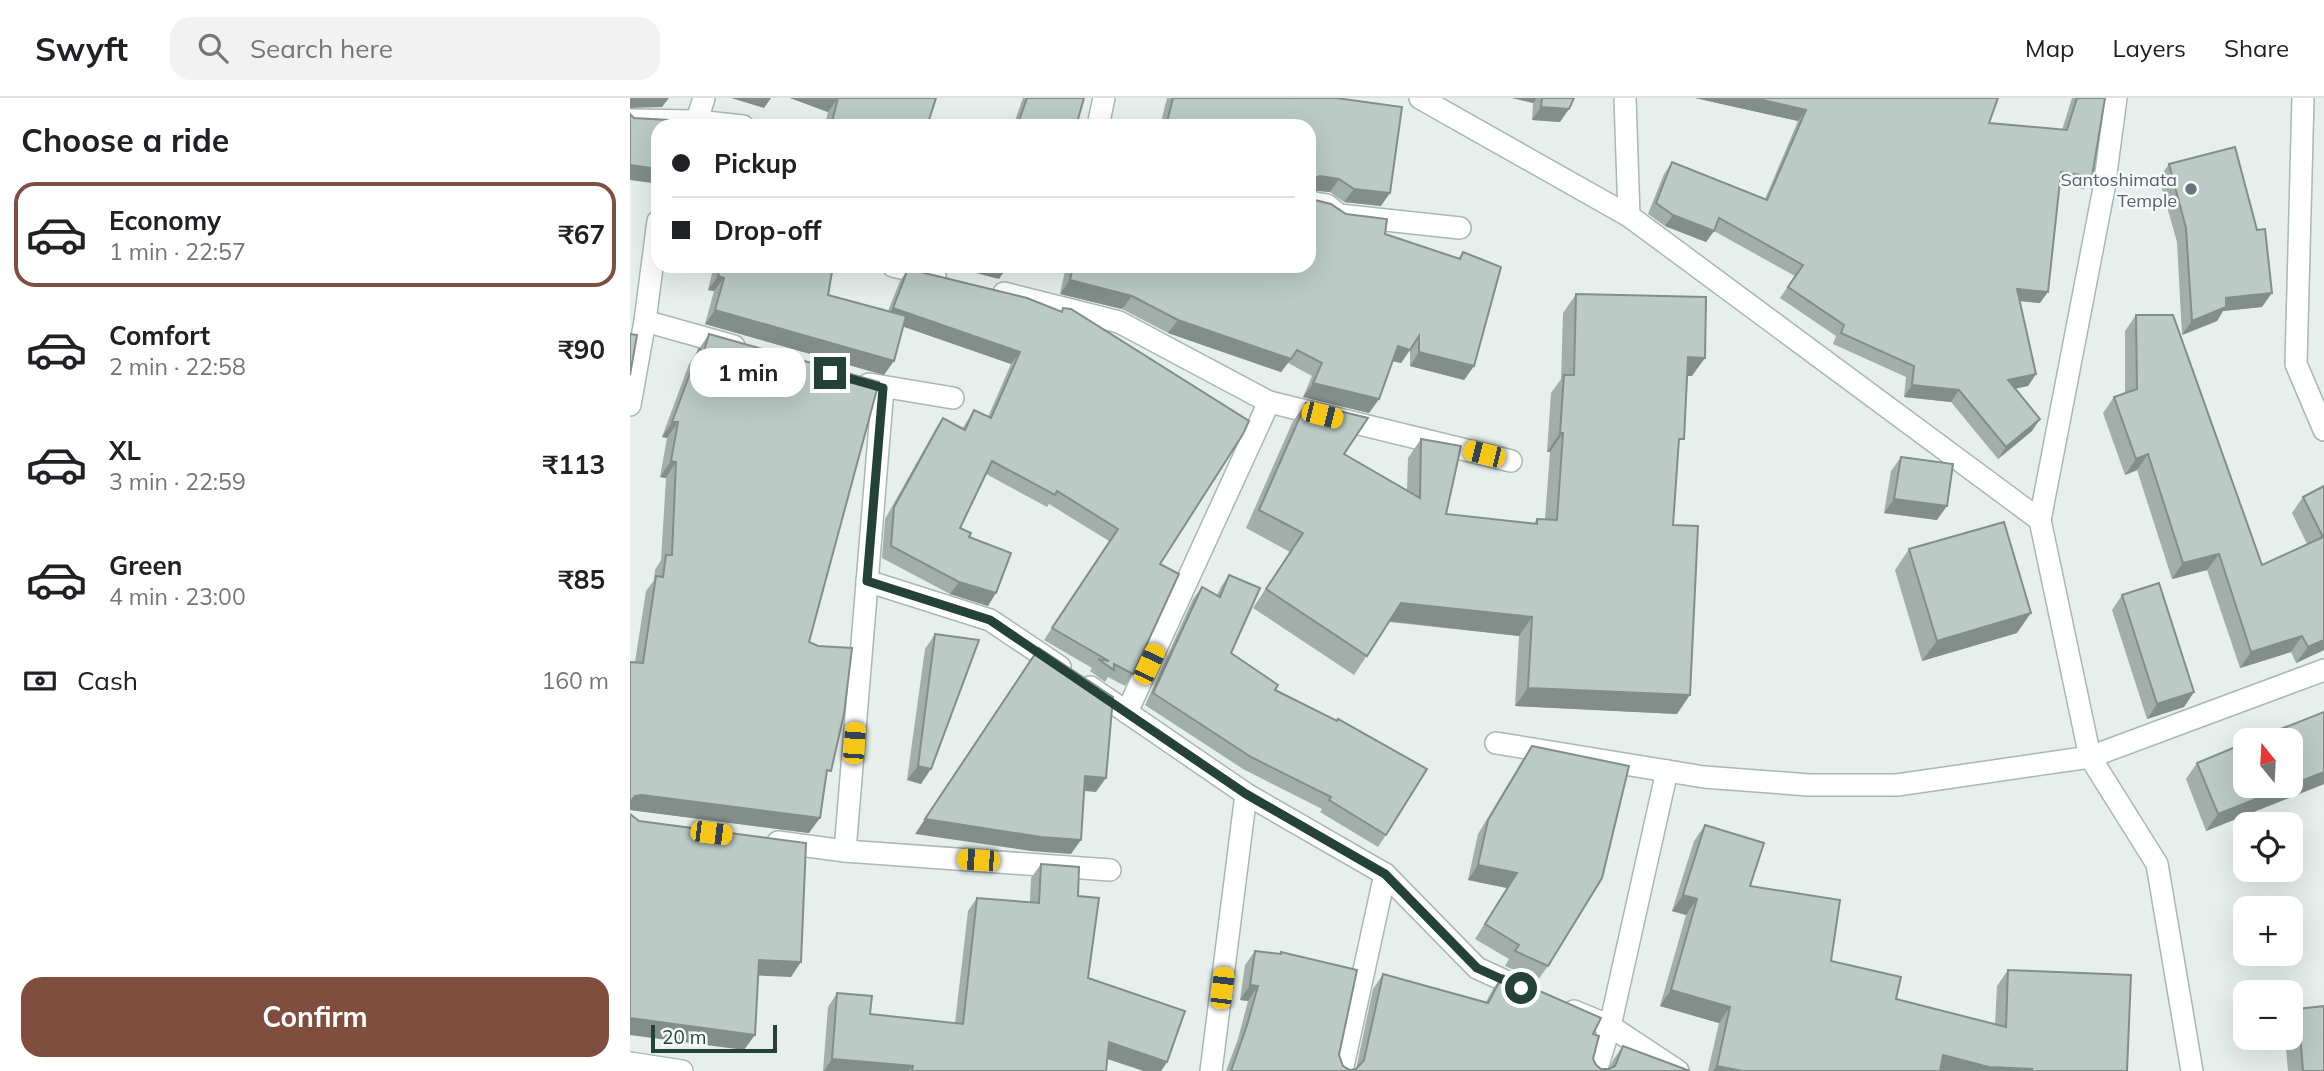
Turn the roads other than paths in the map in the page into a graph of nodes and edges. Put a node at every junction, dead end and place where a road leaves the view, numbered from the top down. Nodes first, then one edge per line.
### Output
1 (704, 98) edge
2 (1104, 98) edge
3 (1420, 98) edge
4 (1625, 98) edge
5 (2116, 98) edge
6 (2302, 98) edge
7 (697, 119) edge
8 (1100, 119) edge
9 (630, 120) edge
10 (651, 121) edge
11 (1316, 203) edge
12 (1629, 216) junction
13 (1460, 228) dead end
14 (651, 273) edge
15 (922, 273) edge
16 (960, 282) edge
17 (986, 289) edge
18 (645, 321) junction
19 (751, 351) edge
20 (844, 377) edge
21 (883, 388) junction
22 (953, 398) dead end
23 (1269, 402) junction
24 (630, 405) edge
25 (2324, 430) edge
26 (1511, 461) dead end
27 (2040, 520) junction
28 (867, 581) junction
29 (2324, 670) edge
30 (1127, 712) junction
31 (1496, 743) dead end
32 (2090, 757) junction
33 (1667, 771) junction
34 (1246, 794) junction
35 (765, 840) edge
36 (845, 851) junction
37 (1110, 870) dead end
38 (1385, 874) junction
39 (1610, 1026) junction
40 (630, 1063) edge
41 (682, 1071) edge
42 (1212, 1071) edge
43 (1342, 1071) edge
44 (1596, 1071) edge
45 (1678, 1071) edge
46 (2192, 1071) edge

1 - 7 street
2 - 8 street
3 - 12 street
4 - 12 street
5 - 27 street
6 - 25 street
9 - 10 street
11 - 13 street
12 - 27 street
14 - 18 street
15 - 16 street
17 - 23 street
18 - 19 street
18 - 24 street
20 - 21 street
21 - 22 street
21 - 28 street
23 - 26 street
23 - 30 street
27 - 32 street
28 - 30 street
28 - 36 street
29 - 32 street
30 - 34 street
31 - 33 street
32 - 33 street
32 - 46 street
33 - 39 street
34 - 38 street
34 - 42 street
35 - 36 street
36 - 37 street
38 - 39 street
38 - 43 street
39 - 44 street
39 - 45 street
40 - 41 street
---
**Task goal:**
Output each entry above word for word. The pictures stay out.

**Solution:**
Turn the roads other than paths in the map in the page into a graph of nodes and edges. Put a node at every junction, dead end and place where a road leaves the view, numbered from the top down. Nodes first, then one edge per line.
### Output
1 (704, 98) edge
2 (1104, 98) edge
3 (1420, 98) edge
4 (1625, 98) edge
5 (2116, 98) edge
6 (2302, 98) edge
7 (697, 119) edge
8 (1100, 119) edge
9 (630, 120) edge
10 (651, 121) edge
11 (1316, 203) edge
12 (1629, 216) junction
13 (1460, 228) dead end
14 (651, 273) edge
15 (922, 273) edge
16 (960, 282) edge
17 (986, 289) edge
18 (645, 321) junction
19 (751, 351) edge
20 (844, 377) edge
21 (883, 388) junction
22 (953, 398) dead end
23 (1269, 402) junction
24 (630, 405) edge
25 (2324, 430) edge
26 (1511, 461) dead end
27 (2040, 520) junction
28 (867, 581) junction
29 (2324, 670) edge
30 (1127, 712) junction
31 (1496, 743) dead end
32 (2090, 757) junction
33 (1667, 771) junction
34 (1246, 794) junction
35 (765, 840) edge
36 (845, 851) junction
37 (1110, 870) dead end
38 (1385, 874) junction
39 (1610, 1026) junction
40 (630, 1063) edge
41 (682, 1071) edge
42 (1212, 1071) edge
43 (1342, 1071) edge
44 (1596, 1071) edge
45 (1678, 1071) edge
46 (2192, 1071) edge

1 - 7 street
2 - 8 street
3 - 12 street
4 - 12 street
5 - 27 street
6 - 25 street
9 - 10 street
11 - 13 street
12 - 27 street
14 - 18 street
15 - 16 street
17 - 23 street
18 - 19 street
18 - 24 street
20 - 21 street
21 - 22 street
21 - 28 street
23 - 26 street
23 - 30 street
27 - 32 street
28 - 30 street
28 - 36 street
29 - 32 street
30 - 34 street
31 - 33 street
32 - 33 street
32 - 46 street
33 - 39 street
34 - 38 street
34 - 42 street
35 - 36 street
36 - 37 street
38 - 39 street
38 - 43 street
39 - 44 street
39 - 45 street
40 - 41 street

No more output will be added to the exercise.